◆ **TASK BRIEF**
Filter the entries down to the lines containing "BRINCKLEY", and copy those lines.

(Saved data entries)

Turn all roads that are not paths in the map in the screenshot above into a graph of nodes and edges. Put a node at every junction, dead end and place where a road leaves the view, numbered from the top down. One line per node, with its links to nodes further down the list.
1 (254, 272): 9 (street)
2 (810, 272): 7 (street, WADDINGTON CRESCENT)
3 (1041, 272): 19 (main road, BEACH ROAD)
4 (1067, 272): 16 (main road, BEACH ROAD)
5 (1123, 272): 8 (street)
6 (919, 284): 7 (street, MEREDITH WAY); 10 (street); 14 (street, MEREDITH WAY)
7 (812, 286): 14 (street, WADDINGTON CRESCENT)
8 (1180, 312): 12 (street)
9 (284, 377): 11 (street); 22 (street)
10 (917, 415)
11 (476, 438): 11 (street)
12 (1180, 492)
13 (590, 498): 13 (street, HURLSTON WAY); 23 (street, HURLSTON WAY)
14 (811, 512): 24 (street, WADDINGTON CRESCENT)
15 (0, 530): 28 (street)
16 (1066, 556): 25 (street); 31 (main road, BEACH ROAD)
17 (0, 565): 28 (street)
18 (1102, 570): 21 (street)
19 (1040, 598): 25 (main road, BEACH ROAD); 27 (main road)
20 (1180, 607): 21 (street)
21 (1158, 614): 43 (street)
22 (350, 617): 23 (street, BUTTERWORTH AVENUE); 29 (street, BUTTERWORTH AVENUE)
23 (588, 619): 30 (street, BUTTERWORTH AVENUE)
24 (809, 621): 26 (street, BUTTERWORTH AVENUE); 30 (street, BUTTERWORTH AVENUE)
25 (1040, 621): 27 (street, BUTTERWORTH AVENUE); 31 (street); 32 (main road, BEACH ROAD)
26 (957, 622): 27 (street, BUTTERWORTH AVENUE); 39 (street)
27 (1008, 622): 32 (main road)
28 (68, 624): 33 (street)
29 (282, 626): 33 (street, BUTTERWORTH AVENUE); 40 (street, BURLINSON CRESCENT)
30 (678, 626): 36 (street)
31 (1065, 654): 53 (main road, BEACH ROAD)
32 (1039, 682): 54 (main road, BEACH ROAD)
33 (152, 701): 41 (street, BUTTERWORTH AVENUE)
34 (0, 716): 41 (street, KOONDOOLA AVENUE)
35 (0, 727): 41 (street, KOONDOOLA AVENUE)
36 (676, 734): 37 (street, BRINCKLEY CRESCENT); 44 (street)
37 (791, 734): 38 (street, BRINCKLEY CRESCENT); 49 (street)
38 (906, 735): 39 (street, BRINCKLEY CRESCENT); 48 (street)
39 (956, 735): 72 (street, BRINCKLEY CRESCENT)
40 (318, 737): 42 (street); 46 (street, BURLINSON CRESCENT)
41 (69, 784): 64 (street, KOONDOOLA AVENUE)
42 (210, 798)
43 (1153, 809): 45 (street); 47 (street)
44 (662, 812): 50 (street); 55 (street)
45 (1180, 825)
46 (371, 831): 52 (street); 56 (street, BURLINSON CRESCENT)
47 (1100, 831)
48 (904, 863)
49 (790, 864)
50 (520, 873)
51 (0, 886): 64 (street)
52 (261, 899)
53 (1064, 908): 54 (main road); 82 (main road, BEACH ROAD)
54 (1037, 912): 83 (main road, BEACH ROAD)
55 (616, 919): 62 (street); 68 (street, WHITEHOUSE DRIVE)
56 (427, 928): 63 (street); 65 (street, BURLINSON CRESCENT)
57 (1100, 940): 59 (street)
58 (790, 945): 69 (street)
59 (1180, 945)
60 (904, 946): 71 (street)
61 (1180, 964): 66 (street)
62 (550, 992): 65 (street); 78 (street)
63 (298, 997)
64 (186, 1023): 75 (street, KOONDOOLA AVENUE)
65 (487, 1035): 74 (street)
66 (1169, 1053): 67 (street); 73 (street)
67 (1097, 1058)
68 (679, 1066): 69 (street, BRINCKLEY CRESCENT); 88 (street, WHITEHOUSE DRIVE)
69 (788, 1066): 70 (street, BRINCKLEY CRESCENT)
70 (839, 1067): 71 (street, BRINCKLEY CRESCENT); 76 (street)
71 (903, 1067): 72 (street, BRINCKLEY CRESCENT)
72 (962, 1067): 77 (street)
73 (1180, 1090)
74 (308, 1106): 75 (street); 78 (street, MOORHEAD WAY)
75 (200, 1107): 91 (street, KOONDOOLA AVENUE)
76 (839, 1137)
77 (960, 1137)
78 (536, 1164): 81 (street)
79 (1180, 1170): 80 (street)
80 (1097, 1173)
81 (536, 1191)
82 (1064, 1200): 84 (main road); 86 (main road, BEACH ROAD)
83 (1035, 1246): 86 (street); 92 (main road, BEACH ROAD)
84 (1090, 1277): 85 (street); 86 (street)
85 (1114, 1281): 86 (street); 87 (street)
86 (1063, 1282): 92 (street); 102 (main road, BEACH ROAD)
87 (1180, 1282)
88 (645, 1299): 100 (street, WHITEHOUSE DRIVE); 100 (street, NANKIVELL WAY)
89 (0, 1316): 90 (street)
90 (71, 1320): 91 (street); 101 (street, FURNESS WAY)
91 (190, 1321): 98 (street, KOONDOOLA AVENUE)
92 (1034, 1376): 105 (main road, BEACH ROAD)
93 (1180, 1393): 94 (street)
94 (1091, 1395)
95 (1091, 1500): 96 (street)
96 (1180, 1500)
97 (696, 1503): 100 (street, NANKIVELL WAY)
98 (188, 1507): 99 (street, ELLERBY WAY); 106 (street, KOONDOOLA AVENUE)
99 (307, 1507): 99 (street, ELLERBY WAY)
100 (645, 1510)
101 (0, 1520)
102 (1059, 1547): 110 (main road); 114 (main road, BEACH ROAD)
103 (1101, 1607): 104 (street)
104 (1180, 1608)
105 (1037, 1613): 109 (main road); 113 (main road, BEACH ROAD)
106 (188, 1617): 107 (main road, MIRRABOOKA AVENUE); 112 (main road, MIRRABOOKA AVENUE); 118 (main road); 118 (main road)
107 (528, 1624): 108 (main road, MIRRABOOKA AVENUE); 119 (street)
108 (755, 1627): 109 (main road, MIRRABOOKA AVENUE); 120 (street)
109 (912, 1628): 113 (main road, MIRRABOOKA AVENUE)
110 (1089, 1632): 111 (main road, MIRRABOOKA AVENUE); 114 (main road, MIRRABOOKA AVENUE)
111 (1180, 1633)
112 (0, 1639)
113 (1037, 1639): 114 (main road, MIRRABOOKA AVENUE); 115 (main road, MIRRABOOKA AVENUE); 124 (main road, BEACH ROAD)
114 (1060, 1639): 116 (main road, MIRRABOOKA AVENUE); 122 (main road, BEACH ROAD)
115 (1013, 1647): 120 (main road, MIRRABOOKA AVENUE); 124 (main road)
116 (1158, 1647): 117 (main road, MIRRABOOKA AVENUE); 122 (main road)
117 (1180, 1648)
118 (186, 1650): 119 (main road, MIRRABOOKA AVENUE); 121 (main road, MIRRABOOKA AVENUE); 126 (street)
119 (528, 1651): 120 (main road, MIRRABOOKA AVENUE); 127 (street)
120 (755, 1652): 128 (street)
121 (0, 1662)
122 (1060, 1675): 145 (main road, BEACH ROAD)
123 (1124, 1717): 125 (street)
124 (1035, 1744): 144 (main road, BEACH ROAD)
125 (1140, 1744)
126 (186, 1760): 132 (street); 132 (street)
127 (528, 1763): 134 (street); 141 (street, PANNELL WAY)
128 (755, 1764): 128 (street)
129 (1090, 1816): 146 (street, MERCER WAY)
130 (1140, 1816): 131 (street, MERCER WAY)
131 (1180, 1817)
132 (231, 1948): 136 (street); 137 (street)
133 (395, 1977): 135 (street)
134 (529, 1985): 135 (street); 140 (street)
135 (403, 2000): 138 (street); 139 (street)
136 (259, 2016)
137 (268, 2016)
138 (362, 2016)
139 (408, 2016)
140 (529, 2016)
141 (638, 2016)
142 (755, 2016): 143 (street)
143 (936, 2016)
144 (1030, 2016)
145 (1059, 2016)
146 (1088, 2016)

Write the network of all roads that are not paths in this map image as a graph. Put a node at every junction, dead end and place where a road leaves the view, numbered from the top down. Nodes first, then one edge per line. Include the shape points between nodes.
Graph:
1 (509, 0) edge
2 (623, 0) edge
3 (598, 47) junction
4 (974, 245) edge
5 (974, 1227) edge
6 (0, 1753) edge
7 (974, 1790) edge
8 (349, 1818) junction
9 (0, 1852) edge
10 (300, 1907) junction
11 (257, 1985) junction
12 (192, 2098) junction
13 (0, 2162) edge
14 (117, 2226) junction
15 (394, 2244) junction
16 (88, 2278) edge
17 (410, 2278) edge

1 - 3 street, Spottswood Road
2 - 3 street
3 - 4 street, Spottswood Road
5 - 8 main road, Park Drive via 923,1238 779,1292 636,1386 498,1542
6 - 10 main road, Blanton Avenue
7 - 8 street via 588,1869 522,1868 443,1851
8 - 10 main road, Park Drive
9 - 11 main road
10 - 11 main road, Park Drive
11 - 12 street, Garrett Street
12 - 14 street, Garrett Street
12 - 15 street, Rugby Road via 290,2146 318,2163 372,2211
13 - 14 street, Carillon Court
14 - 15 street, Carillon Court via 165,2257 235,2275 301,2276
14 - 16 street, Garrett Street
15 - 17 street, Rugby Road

◆ **EXPECTED ANSWER**
36 (676, 734): 37 (street, BRINCKLEY CRESCENT); 44 (street)
37 (791, 734): 38 (street, BRINCKLEY CRESCENT); 49 (street)
38 (906, 735): 39 (street, BRINCKLEY CRESCENT); 48 (street)
39 (956, 735): 72 (street, BRINCKLEY CRESCENT)
68 (679, 1066): 69 (street, BRINCKLEY CRESCENT); 88 (street, WHITEHOUSE DRIVE)
69 (788, 1066): 70 (street, BRINCKLEY CRESCENT)
70 (839, 1067): 71 (street, BRINCKLEY CRESCENT); 76 (street)
71 (903, 1067): 72 (street, BRINCKLEY CRESCENT)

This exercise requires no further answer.